== Record set
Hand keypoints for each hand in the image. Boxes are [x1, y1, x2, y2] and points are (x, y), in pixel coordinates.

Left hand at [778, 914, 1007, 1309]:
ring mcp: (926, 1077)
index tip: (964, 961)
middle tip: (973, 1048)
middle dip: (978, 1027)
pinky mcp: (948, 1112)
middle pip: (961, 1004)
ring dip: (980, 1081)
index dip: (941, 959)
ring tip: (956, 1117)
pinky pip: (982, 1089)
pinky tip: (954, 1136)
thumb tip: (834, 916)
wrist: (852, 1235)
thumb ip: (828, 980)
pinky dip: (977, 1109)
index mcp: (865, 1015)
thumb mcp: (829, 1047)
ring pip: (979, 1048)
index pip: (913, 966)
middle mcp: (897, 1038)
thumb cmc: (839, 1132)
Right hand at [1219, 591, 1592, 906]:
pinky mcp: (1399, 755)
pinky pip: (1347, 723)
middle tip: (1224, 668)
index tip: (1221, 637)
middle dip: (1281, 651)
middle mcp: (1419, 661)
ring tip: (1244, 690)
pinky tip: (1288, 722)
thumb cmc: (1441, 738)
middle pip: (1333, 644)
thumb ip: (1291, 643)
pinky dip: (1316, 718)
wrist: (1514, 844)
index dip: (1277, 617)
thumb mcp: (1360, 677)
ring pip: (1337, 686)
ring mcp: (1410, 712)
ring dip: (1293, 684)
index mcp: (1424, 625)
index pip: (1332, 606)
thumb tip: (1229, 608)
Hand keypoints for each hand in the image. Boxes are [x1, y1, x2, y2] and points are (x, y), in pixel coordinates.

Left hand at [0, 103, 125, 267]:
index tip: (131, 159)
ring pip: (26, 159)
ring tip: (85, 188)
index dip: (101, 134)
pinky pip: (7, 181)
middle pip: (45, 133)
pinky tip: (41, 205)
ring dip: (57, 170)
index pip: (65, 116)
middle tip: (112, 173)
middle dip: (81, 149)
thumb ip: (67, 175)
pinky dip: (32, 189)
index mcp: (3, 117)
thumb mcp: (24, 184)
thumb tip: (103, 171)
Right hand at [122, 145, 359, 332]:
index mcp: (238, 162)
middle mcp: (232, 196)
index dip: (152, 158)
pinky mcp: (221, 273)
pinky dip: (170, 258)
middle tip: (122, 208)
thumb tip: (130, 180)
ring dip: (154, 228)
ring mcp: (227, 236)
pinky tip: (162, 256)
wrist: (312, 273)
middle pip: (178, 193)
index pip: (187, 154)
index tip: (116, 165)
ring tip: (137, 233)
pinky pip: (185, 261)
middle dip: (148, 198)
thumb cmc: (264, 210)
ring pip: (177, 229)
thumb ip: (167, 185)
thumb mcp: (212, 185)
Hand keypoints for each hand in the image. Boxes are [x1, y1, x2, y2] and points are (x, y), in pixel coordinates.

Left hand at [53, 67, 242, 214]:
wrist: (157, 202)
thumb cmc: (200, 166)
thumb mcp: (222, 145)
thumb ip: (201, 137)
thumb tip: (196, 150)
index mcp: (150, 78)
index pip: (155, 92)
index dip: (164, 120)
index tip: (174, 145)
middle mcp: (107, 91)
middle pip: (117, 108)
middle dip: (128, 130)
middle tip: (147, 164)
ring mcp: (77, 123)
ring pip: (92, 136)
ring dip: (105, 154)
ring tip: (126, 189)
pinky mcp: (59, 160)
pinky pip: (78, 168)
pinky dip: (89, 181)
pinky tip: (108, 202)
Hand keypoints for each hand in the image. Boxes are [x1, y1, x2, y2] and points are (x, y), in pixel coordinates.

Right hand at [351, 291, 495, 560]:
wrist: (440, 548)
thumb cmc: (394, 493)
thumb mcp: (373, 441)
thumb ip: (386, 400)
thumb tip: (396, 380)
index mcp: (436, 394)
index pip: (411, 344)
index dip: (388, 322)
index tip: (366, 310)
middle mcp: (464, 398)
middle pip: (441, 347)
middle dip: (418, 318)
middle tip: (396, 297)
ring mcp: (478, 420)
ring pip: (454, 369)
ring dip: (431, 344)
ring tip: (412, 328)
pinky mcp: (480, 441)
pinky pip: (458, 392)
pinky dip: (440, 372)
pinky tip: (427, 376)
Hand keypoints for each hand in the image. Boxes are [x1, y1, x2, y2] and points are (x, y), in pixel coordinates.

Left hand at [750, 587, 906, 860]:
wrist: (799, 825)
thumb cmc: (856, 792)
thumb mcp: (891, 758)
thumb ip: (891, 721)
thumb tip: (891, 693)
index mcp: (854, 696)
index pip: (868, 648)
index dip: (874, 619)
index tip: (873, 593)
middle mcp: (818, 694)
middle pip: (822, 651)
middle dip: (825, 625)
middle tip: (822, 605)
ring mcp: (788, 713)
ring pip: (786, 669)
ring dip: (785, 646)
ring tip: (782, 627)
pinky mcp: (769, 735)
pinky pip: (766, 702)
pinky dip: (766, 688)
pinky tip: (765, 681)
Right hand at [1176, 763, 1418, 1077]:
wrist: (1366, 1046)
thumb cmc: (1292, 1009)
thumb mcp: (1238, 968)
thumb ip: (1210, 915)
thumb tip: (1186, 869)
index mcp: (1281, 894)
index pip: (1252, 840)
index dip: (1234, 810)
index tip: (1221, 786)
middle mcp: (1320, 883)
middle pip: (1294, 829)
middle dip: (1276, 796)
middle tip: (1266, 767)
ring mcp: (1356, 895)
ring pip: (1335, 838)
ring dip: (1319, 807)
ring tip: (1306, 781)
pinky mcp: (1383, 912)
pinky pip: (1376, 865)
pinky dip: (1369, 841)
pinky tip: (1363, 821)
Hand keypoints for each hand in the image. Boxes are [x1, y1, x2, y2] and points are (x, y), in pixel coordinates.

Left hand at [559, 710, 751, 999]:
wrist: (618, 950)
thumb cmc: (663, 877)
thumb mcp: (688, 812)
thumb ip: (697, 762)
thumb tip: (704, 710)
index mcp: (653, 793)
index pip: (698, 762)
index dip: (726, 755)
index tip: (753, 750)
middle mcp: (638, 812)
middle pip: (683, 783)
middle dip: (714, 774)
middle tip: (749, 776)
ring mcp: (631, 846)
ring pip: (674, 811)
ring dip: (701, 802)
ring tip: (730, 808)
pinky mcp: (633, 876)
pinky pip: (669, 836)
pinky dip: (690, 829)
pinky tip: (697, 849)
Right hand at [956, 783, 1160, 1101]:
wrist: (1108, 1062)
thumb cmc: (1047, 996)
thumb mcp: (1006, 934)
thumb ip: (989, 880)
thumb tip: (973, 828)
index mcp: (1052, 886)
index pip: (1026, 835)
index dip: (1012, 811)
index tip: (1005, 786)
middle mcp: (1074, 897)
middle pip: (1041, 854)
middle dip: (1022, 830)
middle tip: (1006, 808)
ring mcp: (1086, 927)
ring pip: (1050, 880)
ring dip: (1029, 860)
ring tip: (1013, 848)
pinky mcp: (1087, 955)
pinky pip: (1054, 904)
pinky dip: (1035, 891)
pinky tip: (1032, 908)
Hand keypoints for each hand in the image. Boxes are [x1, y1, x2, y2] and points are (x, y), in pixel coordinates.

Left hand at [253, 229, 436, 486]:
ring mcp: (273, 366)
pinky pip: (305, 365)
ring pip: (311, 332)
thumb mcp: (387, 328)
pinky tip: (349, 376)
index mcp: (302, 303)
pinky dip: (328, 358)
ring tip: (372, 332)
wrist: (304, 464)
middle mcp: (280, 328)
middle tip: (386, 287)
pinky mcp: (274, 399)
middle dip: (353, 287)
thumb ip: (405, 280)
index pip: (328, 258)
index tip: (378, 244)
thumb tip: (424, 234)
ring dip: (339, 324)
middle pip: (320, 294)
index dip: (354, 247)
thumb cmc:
====
Directions
Which lines above contain the word "Left"? Copy all of them.

Task answer
Left hand at [778, 914, 1007, 1309]:
Left hand at [0, 103, 125, 267]:
Left hand at [53, 67, 242, 214]:
Left hand at [750, 587, 906, 860]:
Left hand at [559, 710, 751, 999]:
Left hand at [253, 229, 436, 486]:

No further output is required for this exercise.